───── Listed records
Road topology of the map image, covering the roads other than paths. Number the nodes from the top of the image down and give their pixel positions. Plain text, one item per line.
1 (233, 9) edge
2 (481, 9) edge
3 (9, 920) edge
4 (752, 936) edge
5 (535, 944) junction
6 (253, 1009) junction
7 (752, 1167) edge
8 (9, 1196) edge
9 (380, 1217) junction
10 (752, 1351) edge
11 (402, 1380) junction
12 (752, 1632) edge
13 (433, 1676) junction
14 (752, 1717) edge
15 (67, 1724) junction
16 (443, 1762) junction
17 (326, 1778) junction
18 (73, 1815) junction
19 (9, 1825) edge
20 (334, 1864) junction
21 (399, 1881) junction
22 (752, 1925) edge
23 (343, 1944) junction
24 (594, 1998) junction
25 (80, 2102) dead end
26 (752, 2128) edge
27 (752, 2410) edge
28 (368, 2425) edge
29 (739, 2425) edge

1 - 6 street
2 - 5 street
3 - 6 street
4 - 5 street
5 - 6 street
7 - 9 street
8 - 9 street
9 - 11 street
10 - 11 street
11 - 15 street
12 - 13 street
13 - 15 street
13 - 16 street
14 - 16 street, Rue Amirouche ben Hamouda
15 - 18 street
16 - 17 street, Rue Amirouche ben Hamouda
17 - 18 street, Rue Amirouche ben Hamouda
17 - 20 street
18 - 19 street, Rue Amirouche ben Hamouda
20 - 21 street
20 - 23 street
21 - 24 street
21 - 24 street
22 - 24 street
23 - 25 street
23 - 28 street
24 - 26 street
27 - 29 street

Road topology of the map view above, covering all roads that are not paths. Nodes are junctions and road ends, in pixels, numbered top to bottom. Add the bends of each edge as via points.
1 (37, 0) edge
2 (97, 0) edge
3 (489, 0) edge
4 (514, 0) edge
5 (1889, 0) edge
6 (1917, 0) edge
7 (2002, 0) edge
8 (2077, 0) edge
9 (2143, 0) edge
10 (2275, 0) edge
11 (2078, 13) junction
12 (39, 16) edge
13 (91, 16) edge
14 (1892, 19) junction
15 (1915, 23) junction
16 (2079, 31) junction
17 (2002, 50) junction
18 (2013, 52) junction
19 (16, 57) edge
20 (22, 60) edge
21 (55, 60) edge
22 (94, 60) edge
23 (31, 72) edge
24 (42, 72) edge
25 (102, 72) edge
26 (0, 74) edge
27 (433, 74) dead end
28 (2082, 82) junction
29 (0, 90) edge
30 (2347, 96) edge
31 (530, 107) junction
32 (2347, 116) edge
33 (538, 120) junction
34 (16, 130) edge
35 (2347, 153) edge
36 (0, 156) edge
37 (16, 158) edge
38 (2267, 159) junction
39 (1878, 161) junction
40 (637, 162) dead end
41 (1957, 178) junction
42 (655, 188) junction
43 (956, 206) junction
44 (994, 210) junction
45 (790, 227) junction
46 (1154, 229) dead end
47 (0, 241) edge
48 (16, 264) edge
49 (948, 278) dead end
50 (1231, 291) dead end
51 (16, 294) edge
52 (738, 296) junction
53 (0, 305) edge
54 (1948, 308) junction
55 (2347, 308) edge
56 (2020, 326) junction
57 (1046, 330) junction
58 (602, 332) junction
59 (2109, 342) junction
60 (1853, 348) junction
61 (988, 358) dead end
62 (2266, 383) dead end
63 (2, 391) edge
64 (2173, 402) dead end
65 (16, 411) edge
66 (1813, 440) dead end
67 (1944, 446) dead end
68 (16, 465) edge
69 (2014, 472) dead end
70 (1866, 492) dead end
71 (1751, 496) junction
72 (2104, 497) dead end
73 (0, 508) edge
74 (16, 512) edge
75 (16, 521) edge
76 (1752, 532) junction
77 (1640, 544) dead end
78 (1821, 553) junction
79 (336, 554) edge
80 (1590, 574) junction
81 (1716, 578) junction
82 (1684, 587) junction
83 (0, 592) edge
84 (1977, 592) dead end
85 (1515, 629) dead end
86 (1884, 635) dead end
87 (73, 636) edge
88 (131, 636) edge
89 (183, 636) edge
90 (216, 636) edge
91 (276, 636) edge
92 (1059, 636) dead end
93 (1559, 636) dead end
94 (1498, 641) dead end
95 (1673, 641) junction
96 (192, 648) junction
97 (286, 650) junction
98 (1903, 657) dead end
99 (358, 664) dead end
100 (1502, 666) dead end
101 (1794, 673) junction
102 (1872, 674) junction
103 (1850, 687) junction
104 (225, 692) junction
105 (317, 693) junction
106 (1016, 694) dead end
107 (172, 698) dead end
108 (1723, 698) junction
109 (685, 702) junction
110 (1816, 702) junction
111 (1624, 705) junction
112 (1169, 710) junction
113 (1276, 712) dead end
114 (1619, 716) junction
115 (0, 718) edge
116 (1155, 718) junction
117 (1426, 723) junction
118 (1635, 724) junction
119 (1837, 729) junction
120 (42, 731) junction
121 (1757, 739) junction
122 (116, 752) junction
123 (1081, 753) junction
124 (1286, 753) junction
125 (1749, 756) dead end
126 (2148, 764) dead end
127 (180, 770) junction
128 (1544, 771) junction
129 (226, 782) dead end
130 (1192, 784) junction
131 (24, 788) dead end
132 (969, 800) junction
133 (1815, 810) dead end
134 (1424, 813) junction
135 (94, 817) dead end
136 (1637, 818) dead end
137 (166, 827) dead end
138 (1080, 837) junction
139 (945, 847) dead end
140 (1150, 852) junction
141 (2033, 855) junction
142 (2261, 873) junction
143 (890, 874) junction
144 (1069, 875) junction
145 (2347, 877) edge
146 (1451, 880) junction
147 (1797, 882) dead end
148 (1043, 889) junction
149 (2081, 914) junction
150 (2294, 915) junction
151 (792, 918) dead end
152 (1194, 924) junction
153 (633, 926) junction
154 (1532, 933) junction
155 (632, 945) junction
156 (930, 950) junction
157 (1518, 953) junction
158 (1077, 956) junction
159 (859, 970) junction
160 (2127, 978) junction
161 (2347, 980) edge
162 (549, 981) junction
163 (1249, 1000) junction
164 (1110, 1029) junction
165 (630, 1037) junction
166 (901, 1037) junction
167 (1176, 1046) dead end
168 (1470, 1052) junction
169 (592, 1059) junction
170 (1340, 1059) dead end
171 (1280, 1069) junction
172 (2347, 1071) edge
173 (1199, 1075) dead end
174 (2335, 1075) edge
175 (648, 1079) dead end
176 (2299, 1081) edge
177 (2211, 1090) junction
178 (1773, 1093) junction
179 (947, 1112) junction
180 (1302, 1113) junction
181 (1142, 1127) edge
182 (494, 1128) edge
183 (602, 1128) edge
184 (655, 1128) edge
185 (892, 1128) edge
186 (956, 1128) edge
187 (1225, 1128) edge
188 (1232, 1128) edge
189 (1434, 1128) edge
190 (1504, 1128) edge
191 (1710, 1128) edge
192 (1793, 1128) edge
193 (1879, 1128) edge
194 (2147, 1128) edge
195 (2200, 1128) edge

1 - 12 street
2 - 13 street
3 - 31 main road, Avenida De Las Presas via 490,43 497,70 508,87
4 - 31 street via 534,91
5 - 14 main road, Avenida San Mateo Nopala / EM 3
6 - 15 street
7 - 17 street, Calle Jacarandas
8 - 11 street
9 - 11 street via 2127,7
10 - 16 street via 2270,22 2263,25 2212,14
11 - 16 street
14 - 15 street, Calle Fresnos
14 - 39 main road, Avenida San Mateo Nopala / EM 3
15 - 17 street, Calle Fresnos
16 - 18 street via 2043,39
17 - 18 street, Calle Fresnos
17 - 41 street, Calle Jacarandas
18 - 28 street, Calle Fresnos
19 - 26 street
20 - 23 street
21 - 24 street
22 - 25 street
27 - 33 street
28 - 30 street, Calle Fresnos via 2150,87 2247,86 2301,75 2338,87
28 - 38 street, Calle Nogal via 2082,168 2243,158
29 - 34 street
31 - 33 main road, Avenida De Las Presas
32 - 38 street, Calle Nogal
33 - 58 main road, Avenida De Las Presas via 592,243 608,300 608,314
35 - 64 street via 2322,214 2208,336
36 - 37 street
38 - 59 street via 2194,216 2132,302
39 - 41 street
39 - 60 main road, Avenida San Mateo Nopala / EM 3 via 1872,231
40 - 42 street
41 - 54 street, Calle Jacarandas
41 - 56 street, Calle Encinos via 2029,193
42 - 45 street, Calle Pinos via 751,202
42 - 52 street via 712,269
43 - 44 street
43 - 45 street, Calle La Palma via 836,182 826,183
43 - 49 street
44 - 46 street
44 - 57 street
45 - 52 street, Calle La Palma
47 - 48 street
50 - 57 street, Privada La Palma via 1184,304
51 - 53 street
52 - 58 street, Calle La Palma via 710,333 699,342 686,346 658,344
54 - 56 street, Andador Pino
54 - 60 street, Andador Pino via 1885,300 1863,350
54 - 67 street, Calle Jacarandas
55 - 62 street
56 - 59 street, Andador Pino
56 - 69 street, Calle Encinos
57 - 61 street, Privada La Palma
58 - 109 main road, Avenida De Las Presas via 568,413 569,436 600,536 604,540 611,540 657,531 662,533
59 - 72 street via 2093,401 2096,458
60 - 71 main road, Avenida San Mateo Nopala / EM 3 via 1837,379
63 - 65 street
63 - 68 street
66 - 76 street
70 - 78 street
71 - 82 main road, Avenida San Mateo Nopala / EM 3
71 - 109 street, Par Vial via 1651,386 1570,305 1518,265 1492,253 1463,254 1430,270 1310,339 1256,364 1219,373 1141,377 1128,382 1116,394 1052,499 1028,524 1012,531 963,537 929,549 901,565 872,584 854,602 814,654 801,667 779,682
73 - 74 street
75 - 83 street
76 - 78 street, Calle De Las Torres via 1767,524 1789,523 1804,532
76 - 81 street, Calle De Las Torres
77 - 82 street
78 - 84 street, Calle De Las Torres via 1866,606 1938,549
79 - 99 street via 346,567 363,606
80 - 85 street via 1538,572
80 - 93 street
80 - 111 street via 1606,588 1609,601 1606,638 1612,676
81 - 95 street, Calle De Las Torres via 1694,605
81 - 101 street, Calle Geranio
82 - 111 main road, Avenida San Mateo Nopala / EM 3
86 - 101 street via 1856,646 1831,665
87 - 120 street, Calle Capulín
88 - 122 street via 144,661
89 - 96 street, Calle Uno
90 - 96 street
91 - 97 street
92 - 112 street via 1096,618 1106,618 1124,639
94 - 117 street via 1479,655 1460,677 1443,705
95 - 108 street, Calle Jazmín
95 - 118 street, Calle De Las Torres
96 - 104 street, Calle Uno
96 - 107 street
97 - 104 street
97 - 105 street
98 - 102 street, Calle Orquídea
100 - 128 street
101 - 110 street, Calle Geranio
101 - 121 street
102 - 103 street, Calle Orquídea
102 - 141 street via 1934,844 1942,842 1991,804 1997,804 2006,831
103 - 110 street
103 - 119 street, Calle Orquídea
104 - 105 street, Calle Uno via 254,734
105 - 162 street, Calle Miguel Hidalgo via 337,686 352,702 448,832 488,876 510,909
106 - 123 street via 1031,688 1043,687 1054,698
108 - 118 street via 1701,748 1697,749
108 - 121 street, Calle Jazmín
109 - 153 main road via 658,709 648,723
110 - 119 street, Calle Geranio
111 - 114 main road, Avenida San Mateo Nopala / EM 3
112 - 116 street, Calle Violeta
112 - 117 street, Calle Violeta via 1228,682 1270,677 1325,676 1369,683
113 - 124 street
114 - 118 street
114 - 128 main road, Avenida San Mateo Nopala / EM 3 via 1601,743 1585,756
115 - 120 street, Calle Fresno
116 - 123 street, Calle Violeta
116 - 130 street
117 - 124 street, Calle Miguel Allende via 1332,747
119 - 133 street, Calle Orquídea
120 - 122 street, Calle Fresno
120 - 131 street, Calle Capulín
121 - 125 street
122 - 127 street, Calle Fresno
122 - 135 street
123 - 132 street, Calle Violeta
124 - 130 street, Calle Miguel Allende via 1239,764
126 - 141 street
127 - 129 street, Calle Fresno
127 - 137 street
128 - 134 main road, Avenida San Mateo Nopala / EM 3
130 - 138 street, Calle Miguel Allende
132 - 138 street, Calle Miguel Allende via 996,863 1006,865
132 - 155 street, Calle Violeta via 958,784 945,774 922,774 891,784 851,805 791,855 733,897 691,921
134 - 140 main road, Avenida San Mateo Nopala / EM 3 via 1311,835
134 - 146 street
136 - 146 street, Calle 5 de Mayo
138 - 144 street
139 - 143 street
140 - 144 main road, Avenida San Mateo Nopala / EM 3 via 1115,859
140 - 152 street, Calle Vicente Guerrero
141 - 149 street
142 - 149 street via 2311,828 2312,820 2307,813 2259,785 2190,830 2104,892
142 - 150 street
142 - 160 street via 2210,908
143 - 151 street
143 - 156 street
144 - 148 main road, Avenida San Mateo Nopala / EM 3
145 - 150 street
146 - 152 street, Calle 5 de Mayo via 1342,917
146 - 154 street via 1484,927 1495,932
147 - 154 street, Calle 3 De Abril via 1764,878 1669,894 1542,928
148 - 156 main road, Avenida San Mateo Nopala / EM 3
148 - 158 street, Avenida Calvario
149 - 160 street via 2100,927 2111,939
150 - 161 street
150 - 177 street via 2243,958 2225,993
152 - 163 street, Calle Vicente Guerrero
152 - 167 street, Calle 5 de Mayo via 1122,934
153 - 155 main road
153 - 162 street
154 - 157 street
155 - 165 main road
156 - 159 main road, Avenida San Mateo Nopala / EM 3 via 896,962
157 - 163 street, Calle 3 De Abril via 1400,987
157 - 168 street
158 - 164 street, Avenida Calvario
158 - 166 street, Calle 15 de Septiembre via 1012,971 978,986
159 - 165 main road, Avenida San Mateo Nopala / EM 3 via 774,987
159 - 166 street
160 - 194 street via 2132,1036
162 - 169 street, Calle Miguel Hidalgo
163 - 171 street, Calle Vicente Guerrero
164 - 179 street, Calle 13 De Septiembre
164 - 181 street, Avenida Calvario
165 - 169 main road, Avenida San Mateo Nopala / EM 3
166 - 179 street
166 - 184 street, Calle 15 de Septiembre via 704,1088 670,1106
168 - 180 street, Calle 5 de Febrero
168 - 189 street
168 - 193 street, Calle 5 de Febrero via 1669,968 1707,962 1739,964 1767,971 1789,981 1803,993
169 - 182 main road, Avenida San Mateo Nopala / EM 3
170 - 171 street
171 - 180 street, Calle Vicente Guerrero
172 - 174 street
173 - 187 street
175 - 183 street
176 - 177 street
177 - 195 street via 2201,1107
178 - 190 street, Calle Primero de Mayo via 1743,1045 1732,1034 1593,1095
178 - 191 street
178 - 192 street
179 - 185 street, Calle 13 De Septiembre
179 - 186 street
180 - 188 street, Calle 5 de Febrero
──────────
▶ What you have to do:
Your task is to list each line of the records with the word "Nogal".

▶ Solved exercise:
28 - 38 street, Calle Nogal via 2082,168 2243,158
32 - 38 street, Calle Nogal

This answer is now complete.